PROVIDED INFORMATION:
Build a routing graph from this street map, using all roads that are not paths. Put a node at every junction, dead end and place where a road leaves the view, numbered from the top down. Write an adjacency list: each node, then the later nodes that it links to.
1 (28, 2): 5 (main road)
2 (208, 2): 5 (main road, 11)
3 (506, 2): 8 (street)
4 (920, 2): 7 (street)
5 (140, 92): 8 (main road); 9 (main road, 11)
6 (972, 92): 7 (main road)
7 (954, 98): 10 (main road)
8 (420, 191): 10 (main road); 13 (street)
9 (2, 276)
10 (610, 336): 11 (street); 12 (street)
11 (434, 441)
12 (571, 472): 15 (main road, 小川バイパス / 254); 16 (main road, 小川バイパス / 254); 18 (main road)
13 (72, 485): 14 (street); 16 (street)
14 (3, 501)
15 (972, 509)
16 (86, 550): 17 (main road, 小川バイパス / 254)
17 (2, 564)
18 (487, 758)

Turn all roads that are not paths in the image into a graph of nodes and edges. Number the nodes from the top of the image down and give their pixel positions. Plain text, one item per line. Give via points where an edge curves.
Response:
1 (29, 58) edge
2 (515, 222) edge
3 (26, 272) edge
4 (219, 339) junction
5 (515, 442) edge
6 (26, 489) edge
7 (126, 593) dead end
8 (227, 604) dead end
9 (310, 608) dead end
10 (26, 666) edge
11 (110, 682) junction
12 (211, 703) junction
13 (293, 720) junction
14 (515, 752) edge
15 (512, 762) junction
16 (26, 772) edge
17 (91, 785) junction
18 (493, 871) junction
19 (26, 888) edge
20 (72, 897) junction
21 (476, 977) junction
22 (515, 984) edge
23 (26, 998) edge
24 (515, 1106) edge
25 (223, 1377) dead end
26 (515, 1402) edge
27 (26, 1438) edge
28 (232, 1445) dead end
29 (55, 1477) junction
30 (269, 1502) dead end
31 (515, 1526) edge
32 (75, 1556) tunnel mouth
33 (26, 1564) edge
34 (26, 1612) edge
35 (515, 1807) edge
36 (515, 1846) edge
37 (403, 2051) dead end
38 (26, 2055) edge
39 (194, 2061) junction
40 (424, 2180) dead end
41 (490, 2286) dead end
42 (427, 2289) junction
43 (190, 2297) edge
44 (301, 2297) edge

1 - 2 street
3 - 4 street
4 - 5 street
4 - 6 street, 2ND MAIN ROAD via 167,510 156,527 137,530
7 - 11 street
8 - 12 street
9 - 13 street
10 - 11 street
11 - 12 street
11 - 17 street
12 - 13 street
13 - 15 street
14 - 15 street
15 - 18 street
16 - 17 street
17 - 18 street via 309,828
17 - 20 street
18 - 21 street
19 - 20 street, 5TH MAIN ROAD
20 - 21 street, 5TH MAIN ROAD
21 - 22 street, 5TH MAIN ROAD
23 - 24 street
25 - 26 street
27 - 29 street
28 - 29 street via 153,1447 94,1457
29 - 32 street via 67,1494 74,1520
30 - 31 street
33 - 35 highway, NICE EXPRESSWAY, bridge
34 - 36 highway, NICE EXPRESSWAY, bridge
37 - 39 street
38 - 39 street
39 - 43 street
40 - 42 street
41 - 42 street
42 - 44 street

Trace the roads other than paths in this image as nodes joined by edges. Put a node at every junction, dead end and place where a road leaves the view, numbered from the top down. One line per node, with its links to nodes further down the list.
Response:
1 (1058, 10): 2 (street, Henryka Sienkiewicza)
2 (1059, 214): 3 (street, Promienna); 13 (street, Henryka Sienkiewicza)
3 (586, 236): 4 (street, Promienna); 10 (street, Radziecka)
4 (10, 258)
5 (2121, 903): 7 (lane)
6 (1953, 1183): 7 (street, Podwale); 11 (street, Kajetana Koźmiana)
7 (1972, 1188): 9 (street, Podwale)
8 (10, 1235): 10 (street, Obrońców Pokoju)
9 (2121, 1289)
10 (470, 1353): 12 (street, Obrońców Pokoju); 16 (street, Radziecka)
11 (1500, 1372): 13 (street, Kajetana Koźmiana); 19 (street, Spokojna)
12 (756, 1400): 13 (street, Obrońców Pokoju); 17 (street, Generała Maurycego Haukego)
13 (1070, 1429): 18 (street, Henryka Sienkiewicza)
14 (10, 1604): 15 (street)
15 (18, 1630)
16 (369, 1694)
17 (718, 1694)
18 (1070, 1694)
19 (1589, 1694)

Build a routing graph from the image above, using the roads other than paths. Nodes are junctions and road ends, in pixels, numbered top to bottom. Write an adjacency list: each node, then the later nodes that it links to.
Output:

WORK REQUEST: Retype the records above in full. Every word should match.

FINAL ANSWER:
Build a routing graph from this street map, using all roads that are not paths. Put a node at every junction, dead end and place where a road leaves the view, numbered from the top down. Write an adjacency list: each node, then the later nodes that it links to.
1 (28, 2): 5 (main road)
2 (208, 2): 5 (main road, 11)
3 (506, 2): 8 (street)
4 (920, 2): 7 (street)
5 (140, 92): 8 (main road); 9 (main road, 11)
6 (972, 92): 7 (main road)
7 (954, 98): 10 (main road)
8 (420, 191): 10 (main road); 13 (street)
9 (2, 276)
10 (610, 336): 11 (street); 12 (street)
11 (434, 441)
12 (571, 472): 15 (main road, 小川バイパス / 254); 16 (main road, 小川バイパス / 254); 18 (main road)
13 (72, 485): 14 (street); 16 (street)
14 (3, 501)
15 (972, 509)
16 (86, 550): 17 (main road, 小川バイパス / 254)
17 (2, 564)
18 (487, 758)

Turn all roads that are not paths in the image into a graph of nodes and edges. Number the nodes from the top of the image down and give their pixel positions. Plain text, one item per line. Give via points where an edge curves.
Response:
1 (29, 58) edge
2 (515, 222) edge
3 (26, 272) edge
4 (219, 339) junction
5 (515, 442) edge
6 (26, 489) edge
7 (126, 593) dead end
8 (227, 604) dead end
9 (310, 608) dead end
10 (26, 666) edge
11 (110, 682) junction
12 (211, 703) junction
13 (293, 720) junction
14 (515, 752) edge
15 (512, 762) junction
16 (26, 772) edge
17 (91, 785) junction
18 (493, 871) junction
19 (26, 888) edge
20 (72, 897) junction
21 (476, 977) junction
22 (515, 984) edge
23 (26, 998) edge
24 (515, 1106) edge
25 (223, 1377) dead end
26 (515, 1402) edge
27 (26, 1438) edge
28 (232, 1445) dead end
29 (55, 1477) junction
30 (269, 1502) dead end
31 (515, 1526) edge
32 (75, 1556) tunnel mouth
33 (26, 1564) edge
34 (26, 1612) edge
35 (515, 1807) edge
36 (515, 1846) edge
37 (403, 2051) dead end
38 (26, 2055) edge
39 (194, 2061) junction
40 (424, 2180) dead end
41 (490, 2286) dead end
42 (427, 2289) junction
43 (190, 2297) edge
44 (301, 2297) edge

1 - 2 street
3 - 4 street
4 - 5 street
4 - 6 street, 2ND MAIN ROAD via 167,510 156,527 137,530
7 - 11 street
8 - 12 street
9 - 13 street
10 - 11 street
11 - 12 street
11 - 17 street
12 - 13 street
13 - 15 street
14 - 15 street
15 - 18 street
16 - 17 street
17 - 18 street via 309,828
17 - 20 street
18 - 21 street
19 - 20 street, 5TH MAIN ROAD
20 - 21 street, 5TH MAIN ROAD
21 - 22 street, 5TH MAIN ROAD
23 - 24 street
25 - 26 street
27 - 29 street
28 - 29 street via 153,1447 94,1457
29 - 32 street via 67,1494 74,1520
30 - 31 street
33 - 35 highway, NICE EXPRESSWAY, bridge
34 - 36 highway, NICE EXPRESSWAY, bridge
37 - 39 street
38 - 39 street
39 - 43 street
40 - 42 street
41 - 42 street
42 - 44 street

Trace the roads other than paths in this image as nodes joined by edges. Put a node at every junction, dead end and place where a road leaves the view, numbered from the top down. One line per node, with its links to nodes further down the list.
Response:
1 (1058, 10): 2 (street, Henryka Sienkiewicza)
2 (1059, 214): 3 (street, Promienna); 13 (street, Henryka Sienkiewicza)
3 (586, 236): 4 (street, Promienna); 10 (street, Radziecka)
4 (10, 258)
5 (2121, 903): 7 (lane)
6 (1953, 1183): 7 (street, Podwale); 11 (street, Kajetana Koźmiana)
7 (1972, 1188): 9 (street, Podwale)
8 (10, 1235): 10 (street, Obrońców Pokoju)
9 (2121, 1289)
10 (470, 1353): 12 (street, Obrońców Pokoju); 16 (street, Radziecka)
11 (1500, 1372): 13 (street, Kajetana Koźmiana); 19 (street, Spokojna)
12 (756, 1400): 13 (street, Obrońców Pokoju); 17 (street, Generała Maurycego Haukego)
13 (1070, 1429): 18 (street, Henryka Sienkiewicza)
14 (10, 1604): 15 (street)
15 (18, 1630)
16 (369, 1694)
17 (718, 1694)
18 (1070, 1694)
19 (1589, 1694)

Build a routing graph from the image above, using the roads other than paths. Nodes are junctions and road ends, in pixels, numbered top to bottom. Write an adjacency list: each node, then the later nodes that it links to.
Output:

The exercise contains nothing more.